Brief: Each record that comes next should be output exactly; pictures do not belong in the copy.

::: Task input

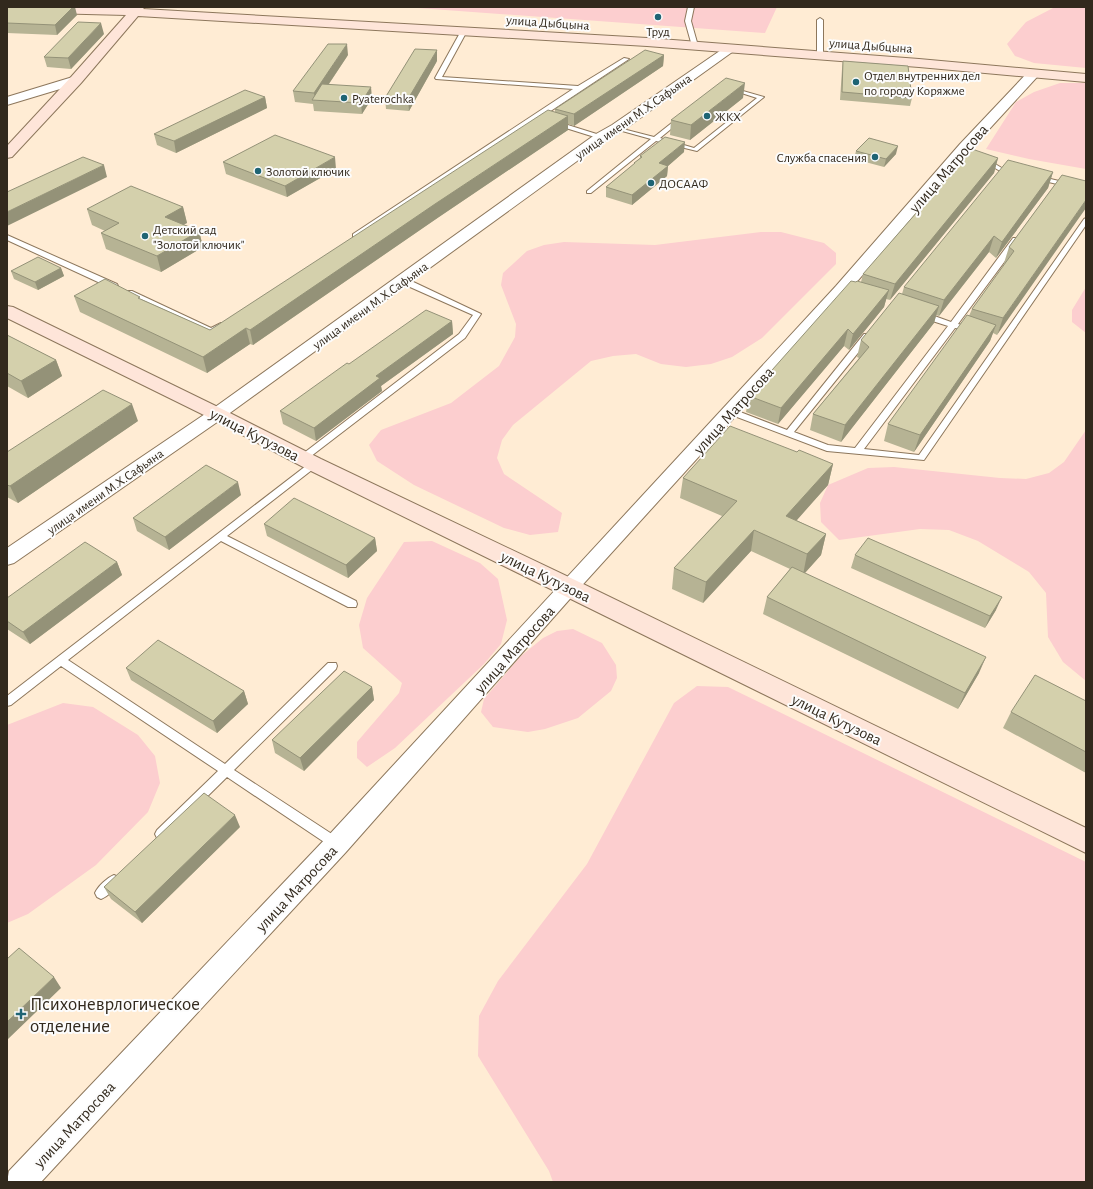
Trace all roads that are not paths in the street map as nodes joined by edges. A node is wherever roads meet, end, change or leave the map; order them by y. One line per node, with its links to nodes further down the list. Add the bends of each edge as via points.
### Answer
1 (691, 7): 6 (lane, via 688,21)
2 (7, 9): 3 (street, улица Дыбцына)
3 (137, 10): 5 (street, улица Дыбцына); 12 (street)
4 (820, 20): 8 (lane)
5 (464, 31): 6 (street, улица Дыбцына); 14 (lane, via 438,78)
6 (695, 46): 7 (street, улица Дыбцына)
7 (731, 48): 8 (street, улица Дыбцына); 20 (street, улица имени М.Х.Сафьяна)
8 (820, 55): 10 (street, улица Дыбцына)
9 (626, 59): 14 (lane)
10 (1033, 74): 11 (street, улица Дыбцына); 23 (street, улица Матросова)
11 (1086, 78)
12 (76, 80): 15 (street); 24 (street)
13 (722, 86): 22 (lane, via 761,97 695,150)
14 (579, 88): 17 (lane)
15 (7, 101)
16 (686, 115): 22 (lane)
17 (535, 117): 18 (lane); 32 (lane)
18 (543, 119)
19 (550, 122): 21 (lane)
20 (617, 128): 21 (street, улица имени М.Х.Сафьяна); 22 (lane)
21 (601, 137): 33 (street, улица имени М.Х.Сафьяна)
22 (655, 138): 28 (lane)
23 (971, 151): 25 (lane); 40 (street, улица Матросова)
24 (7, 154)
25 (1003, 173)
26 (1030, 176): 27 (lane)
27 (1058, 185)
28 (589, 192)
29 (1086, 220): 43 (lane, via 999,340 921,458)
30 (1021, 232): 37 (lane)
31 (7, 237): 36 (lane, via 212,331)
32 (350, 239)
33 (404, 281): 41 (street, улица имени М.Х.Сафьяна); 44 (lane, via 477,314 462,336)
34 (7, 311): 41 (street, улица Кутузова)
35 (912, 312): 37 (lane)
36 (225, 322)
37 (953, 325): 39 (lane); 43 (lane)
38 (872, 330): 42 (lane)
39 (967, 330)
40 (732, 412): 42 (lane); 47 (street, улица Матросова)
41 (217, 414): 44 (street, улица Кутузова); 46 (street, улица имени М.Х.Сафьяна)
42 (788, 434): 43 (lane, via 827,448)
43 (858, 451)
44 (309, 461): 45 (lane); 47 (street, улица Кутузова)
45 (220, 537): 48 (lane); 49 (lane)
46 (7, 558)
47 (570, 587): 53 (street, улица Кутузова); 55 (street, улица Матросова)
48 (352, 604)
49 (60, 660): 51 (lane); 52 (lane)
50 (332, 666): 52 (lane)
51 (7, 702)
52 (226, 770): 54 (lane); 55 (lane)
53 (1086, 841)
54 (152, 843)
55 (337, 844): 58 (street, улица Матросова)
56 (124, 871): 57 (lane)
57 (101, 893)
58 (20, 1182)

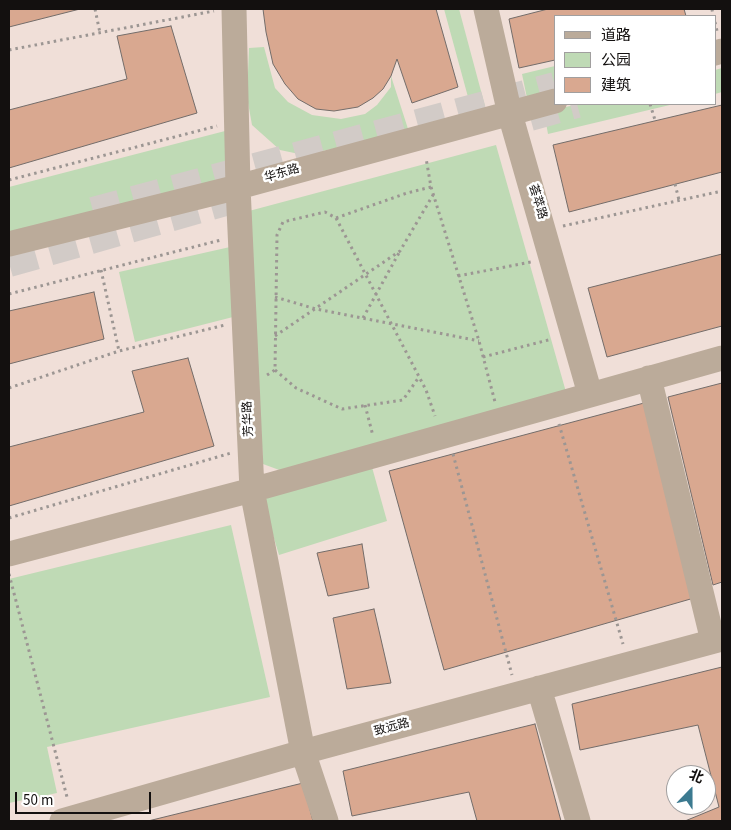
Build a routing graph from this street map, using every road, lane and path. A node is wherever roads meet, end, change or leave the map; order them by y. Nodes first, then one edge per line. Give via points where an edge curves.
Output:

::::::

Solved exercise:
Trace all roads that are not paths in the street map as nodes joined by edges. A node is wherever roads meet, end, change or leave the map; order them by y. One line per node, with its links to nodes further down the list. Add the bends of each edge as via points.
### Answer
1 (691, 7): 6 (lane, via 688,21)
2 (7, 9): 3 (street, улица Дыбцына)
3 (137, 10): 5 (street, улица Дыбцына); 12 (street)
4 (820, 20): 8 (lane)
5 (464, 31): 6 (street, улица Дыбцына); 14 (lane, via 438,78)
6 (695, 46): 7 (street, улица Дыбцына)
7 (731, 48): 8 (street, улица Дыбцына); 20 (street, улица имени М.Х.Сафьяна)
8 (820, 55): 10 (street, улица Дыбцына)
9 (626, 59): 14 (lane)
10 (1033, 74): 11 (street, улица Дыбцына); 23 (street, улица Матросова)
11 (1086, 78)
12 (76, 80): 15 (street); 24 (street)
13 (722, 86): 22 (lane, via 761,97 695,150)
14 (579, 88): 17 (lane)
15 (7, 101)
16 (686, 115): 22 (lane)
17 (535, 117): 18 (lane); 32 (lane)
18 (543, 119)
19 (550, 122): 21 (lane)
20 (617, 128): 21 (street, улица имени М.Х.Сафьяна); 22 (lane)
21 (601, 137): 33 (street, улица имени М.Х.Сафьяна)
22 (655, 138): 28 (lane)
23 (971, 151): 25 (lane); 40 (street, улица Матросова)
24 (7, 154)
25 (1003, 173)
26 (1030, 176): 27 (lane)
27 (1058, 185)
28 (589, 192)
29 (1086, 220): 43 (lane, via 999,340 921,458)
30 (1021, 232): 37 (lane)
31 (7, 237): 36 (lane, via 212,331)
32 (350, 239)
33 (404, 281): 41 (street, улица имени М.Х.Сафьяна); 44 (lane, via 477,314 462,336)
34 (7, 311): 41 (street, улица Кутузова)
35 (912, 312): 37 (lane)
36 (225, 322)
37 (953, 325): 39 (lane); 43 (lane)
38 (872, 330): 42 (lane)
39 (967, 330)
40 (732, 412): 42 (lane); 47 (street, улица Матросова)
41 (217, 414): 44 (street, улица Кутузова); 46 (street, улица имени М.Х.Сафьяна)
42 (788, 434): 43 (lane, via 827,448)
43 (858, 451)
44 (309, 461): 45 (lane); 47 (street, улица Кутузова)
45 (220, 537): 48 (lane); 49 (lane)
46 (7, 558)
47 (570, 587): 53 (street, улица Кутузова); 55 (street, улица Матросова)
48 (352, 604)
49 (60, 660): 51 (lane); 52 (lane)
50 (332, 666): 52 (lane)
51 (7, 702)
52 (226, 770): 54 (lane); 55 (lane)
53 (1086, 841)
54 (152, 843)
55 (337, 844): 58 (street, улица Матросова)
56 (124, 871): 57 (lane)
57 (101, 893)
58 (20, 1182)

Build a routing graph from this street map, using every road, lane and path. A node is wherever roads meet, end, change or leave the map; order them by y. Nodes first, then one edge per line. Give via points where an edge curves.
Output:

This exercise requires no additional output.